Items from a dataset:
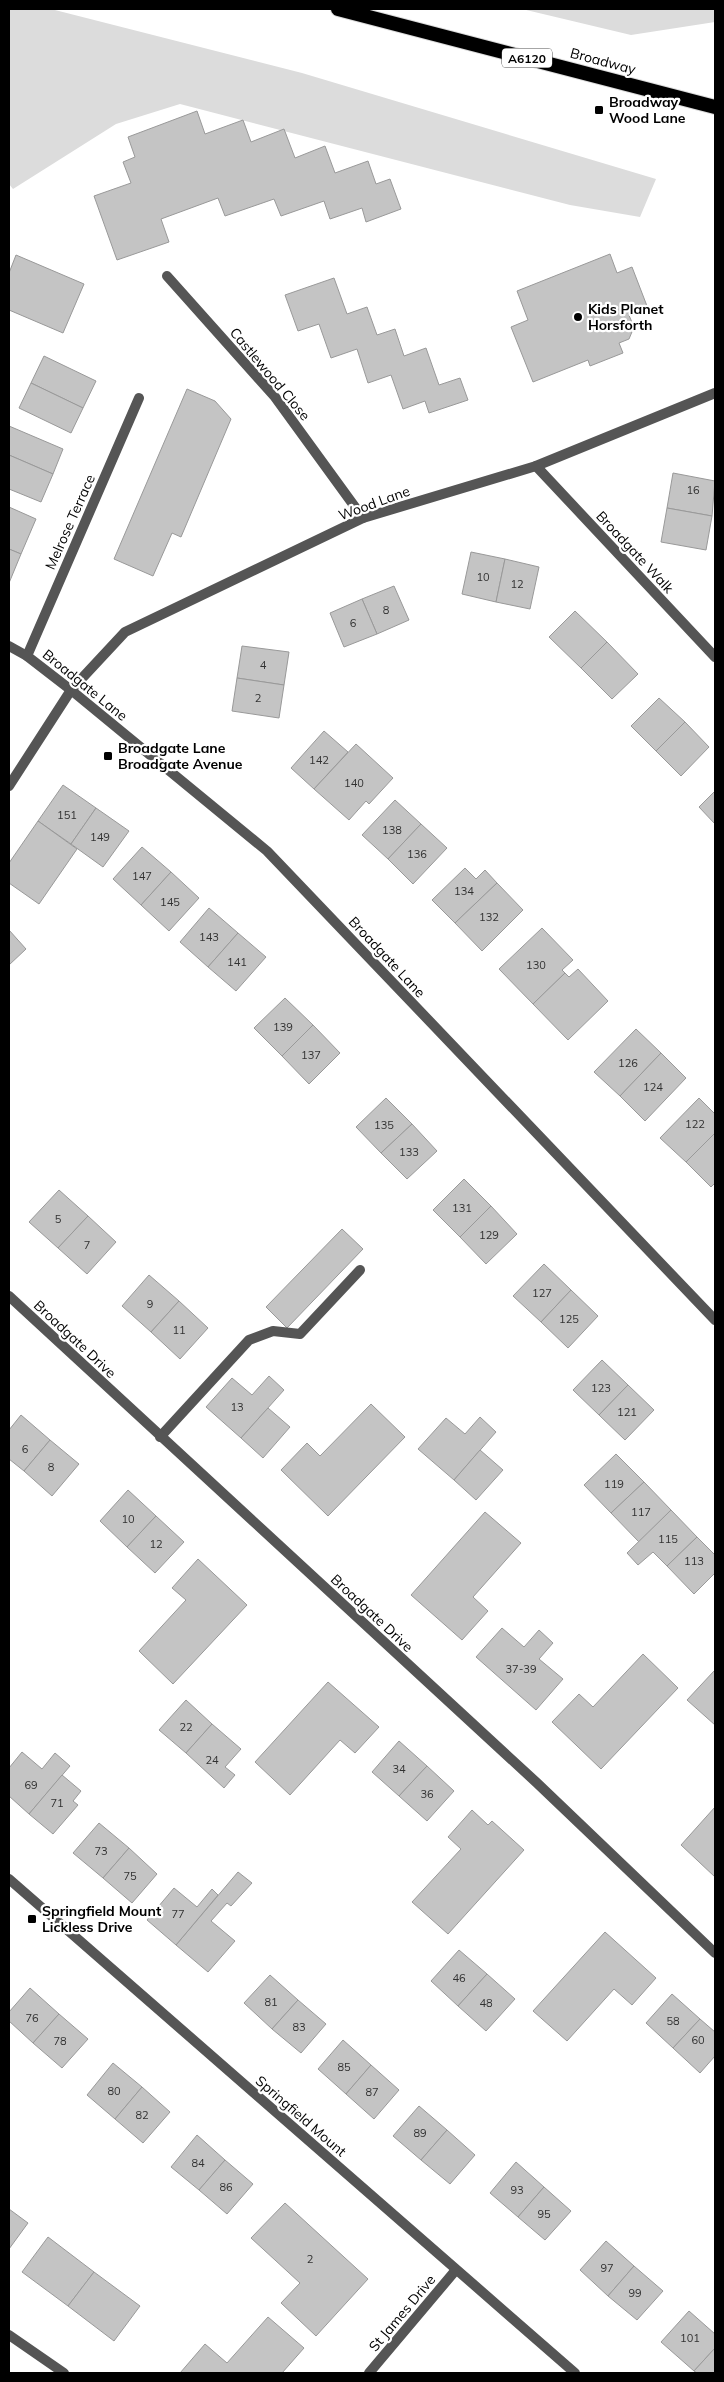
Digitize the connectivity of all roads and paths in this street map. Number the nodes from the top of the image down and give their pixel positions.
1 (338, 9) edge
2 (715, 107) edge
3 (167, 276) dead end
4 (715, 393) edge
5 (139, 398) dead end
6 (536, 466) junction
7 (363, 518) junction
8 (9, 646) edge
9 (27, 656) junction
10 (715, 657) edge
11 (70, 690) junction
12 (9, 786) edge
13 (360, 1270) dead end
14 (9, 1296) edge
15 (715, 1320) edge
16 (160, 1437) junction
17 (9, 1879) edge
18 (715, 1953) edge
19 (456, 2271) junction
20 (9, 2336) edge
21 (64, 2373) edge
22 (369, 2373) edge
23 (575, 2373) edge

1 - 2 highway, Broadway / A6120
3 - 7 street, Castlewood Close
4 - 6 street, Wood Lane
5 - 9 street, Melrose Terrace
6 - 7 street, Wood Lane
6 - 10 street, Broadgate Walk
7 - 11 street, Wood Lane
8 - 9 street, Broadgate Lane
9 - 11 street, Broadgate Lane
11 - 12 street, Wood Lane
11 - 15 street, Broadgate Lane
13 - 16 street
14 - 16 street, Broadgate Drive
16 - 18 street, Broadgate Drive
17 - 19 street, Springfield Mount
19 - 22 street, St James Drive
19 - 23 street, Springfield Mount
20 - 21 street

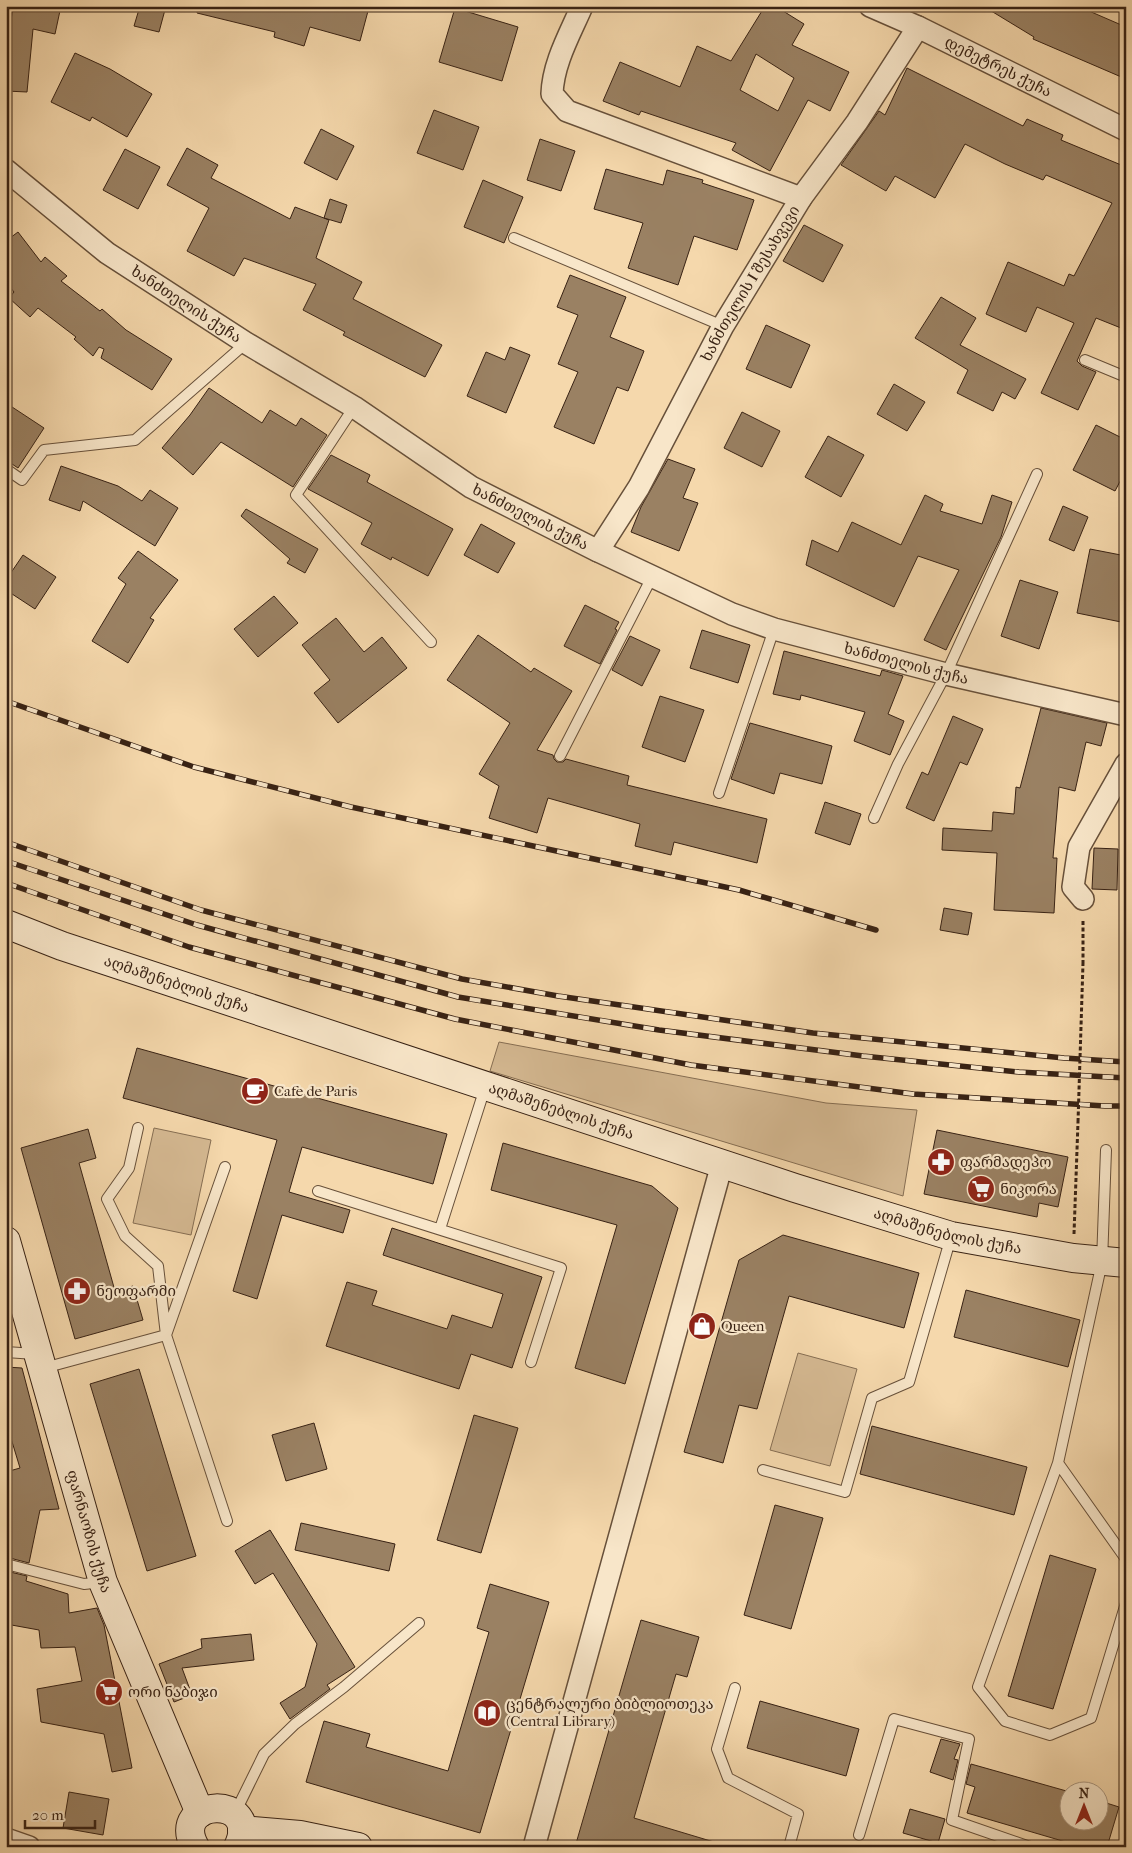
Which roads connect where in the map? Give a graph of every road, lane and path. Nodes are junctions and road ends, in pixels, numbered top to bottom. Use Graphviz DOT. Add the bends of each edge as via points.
graph roads {
  1 [pos="582,6"];
  2 [pos="870,6"];
  3 [pos="918,27"];
  4 [pos="1126,130"];
  5 [pos="6,170"];
  6 [pos="801,198"];
  7 [pos="514,238"];
  8 [pos="723,326"];
  9 [pos="246,343"];
  10 [pos="1085,360"];
  11 [pos="1126,377"];
  12 [pos="354,407"];
  13 [pos="6,469"];
  14 [pos="1036,474"];
  15 [pos="598,551"];
  16 [pos="652,577"];
  17 [pos="774,629"];
  18 [pos="431,642"];
  19 [pos="946,674"];
  20 [pos="1126,715"];
  21 [pos="560,756"];
  22 [pos="1126,764"];
  23 [pos="719,793"];
  24 [pos="874,818"];
  25 [pos="1083,900"];
  26 [pos="6,924"];
  27 [pos="486,1085"];
  28 [pos="138,1128"];
  29 [pos="1106,1150"];
  30 [pos="722,1164"];
  31 [pos="224,1167"];
  32 [pos="318,1191"];
  33 [pos="440,1229"];
  34 [pos="952,1236"];
  35 [pos="6,1241"];
  36 [pos="1073,1258"];
  37 [pos="1114,1262"];
  38 [pos="166,1335"];
  39 [pos="6,1352"];
  40 [pos="41,1361"];
  41 [pos="531,1362"];
  42 [pos="1058,1463"];
  43 [pos="763,1470"];
  44 [pos="227,1521"];
  45 [pos="1126,1559"];
  46 [pos="6,1564"];
  47 [pos="104,1582"];
  48 [pos="1126,1603"];
  49 [pos="419,1623"];
  50 [pos="735,1688"];
  51 [pos="200,1813"];
  52 [pos="238,1830"];
  53 [pos="860,1835"];
  54 [pos="6,1839"];
  55 [pos="189,1846"];
  56 [pos="30,1847"];
  57 [pos="358,1847"];
  58 [pos="534,1847"];
  59 [pos="789,1847"];
  60 [pos="1030,1847"];
  1 -- 6 [label="street" via="552,80 552,94 567,111"];
  2 -- 3 [label="street, დემეტრეს ქუჩა"];
  3 -- 4 [label="street, დემეტრეს ქუჩა"];
  3 -- 6 [label="street, ხანძთელის I შესახვევი" via="857,122"];
  5 -- 9 [label="street, ხანძთელის ქუჩა" via="107,253"];
  6 -- 8 [label="street, ხანძთელის I შესახვევი"];
  7 -- 8 [label="lane"];
  8 -- 15 [label="street, ხანძთელის I შესახვევი" via="639,488"];
  9 -- 12 [label="street, ხანძთელის ქუჩა"];
  9 -- 13 [label="lane" via="135,440 44,450 22,480"];
  10 -- 11 [label="lane"];
  12 -- 15 [label="street, ხანძთელის ქუჩა" via="471,487"];
  12 -- 18 [label="lane" via="296,495"];
  14 -- 19 [label="lane"];
  15 -- 16 [label="street, ხანძთელის ქუჩა"];
  16 -- 17 [label="street, ხანძთელის ქუჩა" via="732,614"];
  16 -- 21 [label="lane"];
  17 -- 19 [label="street, ხანძთელის ქუჩა"];
  17 -- 23 [label="lane"];
  19 -- 20 [label="street, ხანძთელის ქუჩა"];
  19 -- 24 [label="lane" via="898,764"];
  22 -- 25 [label="street" via="1079,847 1073,887"];
  25 -- 36 [label="path, bridge"];
  26 -- 27 [label="main road, აღმაშენებლის ქუჩა" via="62,946"];
  27 -- 30 [label="main road, აღმაშენებლის ქუჩა"];
  27 -- 33 [label="lane"];
  28 -- 38 [label="lane" via="129,1168 108,1199 124,1236 158,1266"];
  29 -- 37 [label="lane"];
  30 -- 34 [label="main road, აღმაშენებლის ქუჩა"];
  30 -- 58 [label="street"];
  31 -- 38 [label="lane"];
  32 -- 33 [label="lane"];
  33 -- 41 [label="lane" via="561,1268"];
  34 -- 36 [label="main road, აღმაშენებლის ქუჩა"];
  34 -- 43 [label="lane" via="909,1382 872,1398 845,1492"];
  35 -- 40 [label="main road, ფარნაოზის ქუჩა"];
  36 -- 37 [label="main road, აღმაშენებლის ქუჩა"];
  37 -- 42 [label="lane"];
  38 -- 40 [label="lane"];
  38 -- 44 [label="lane"];
  39 -- 40 [label="lane"];
  40 -- 47 [label="main road, ფარნაოზის ქუჩა"];
  42 -- 45 [label="lane"];
  42 -- 48 [label="lane" via="978,1688 1005,1721 1050,1735 1091,1718"];
  46 -- 47 [label="lane" via="84,1584"];
  47 -- 51 [label="main road, ფარნაოზის ქუჩა"];
  49 -- 52 [label="lane" via="264,1754"];
  50 -- 59 [label="lane" via="717,1750 728,1778 798,1814"];
  51 -- 52 [label="main road" via="208,1808 227,1809"];
  51 -- 55 [label="main road" via="191,1828"];
  52 -- 57 [label="main road" via="300,1835"];
  53 -- 60 [label="lane" via="894,1719 969,1739 952,1820"];
  54 -- 56 [label="street"];
}
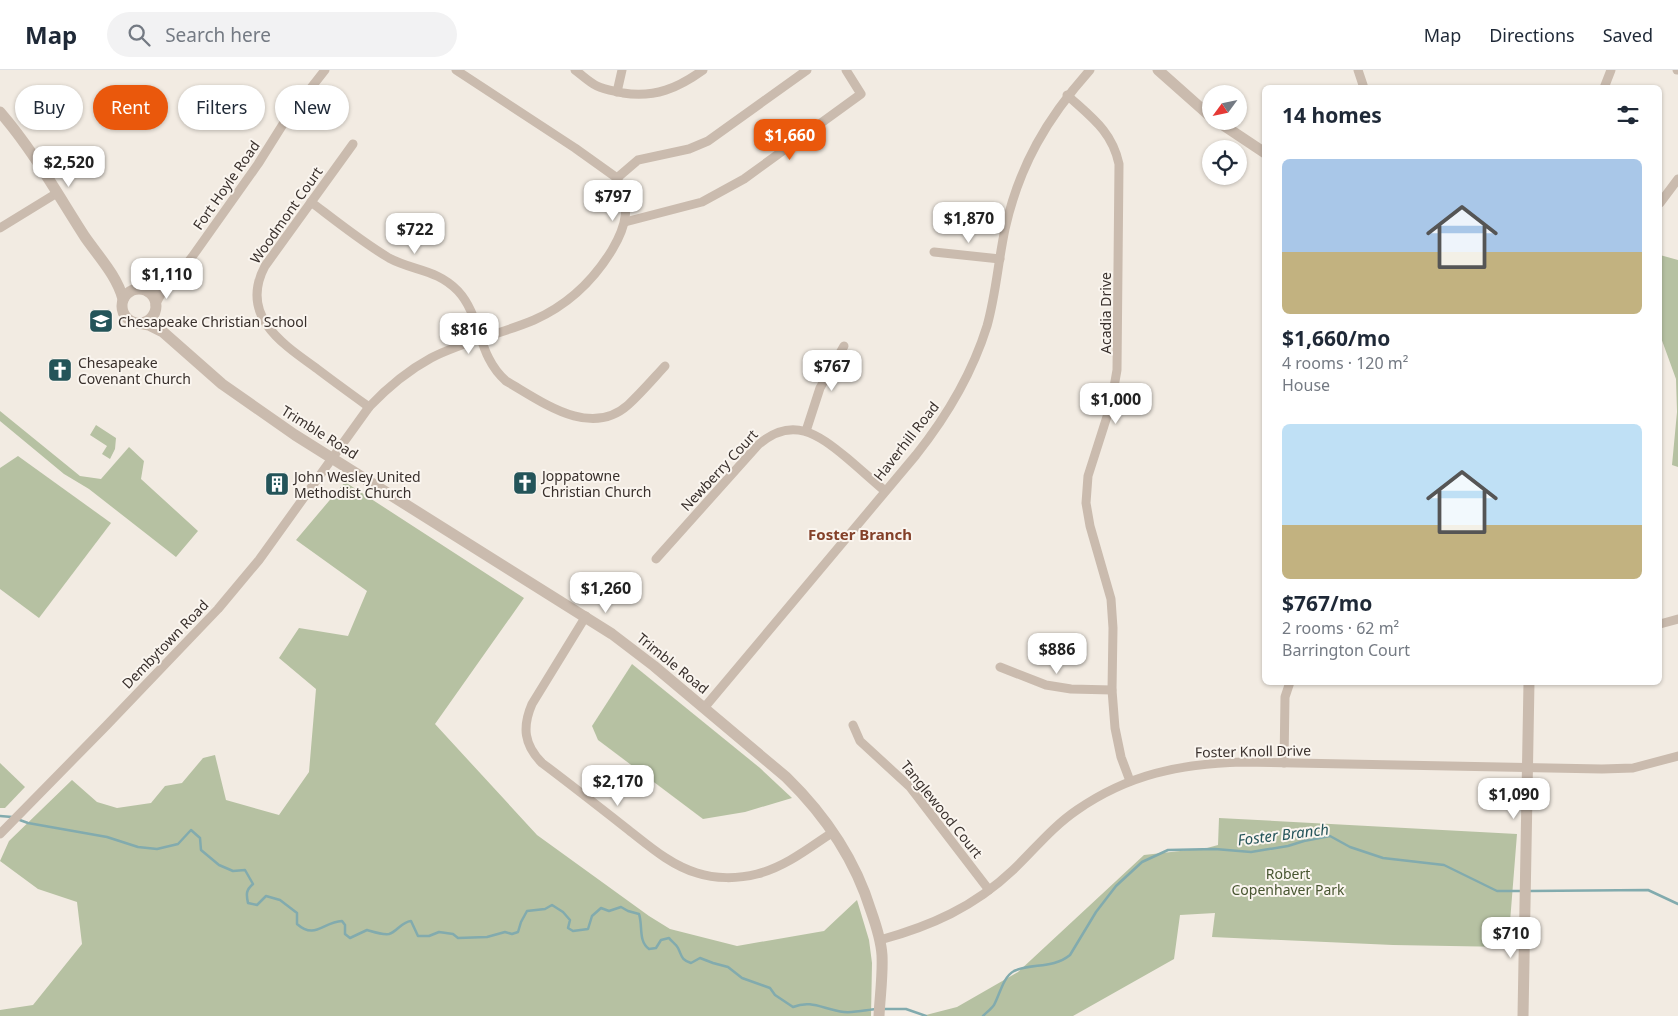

_YOUR TASK_
Return every line from the entries above that contains the word "graph".

_WRITTEN REPLY_
Which roads connect where in the map? Give a graph of every road, lane and path. Nodes are junctions and road ends, in pixels, numbered top to bottom. Use Graphviz DOT. Add the bends of each edge as via points.
graph roads {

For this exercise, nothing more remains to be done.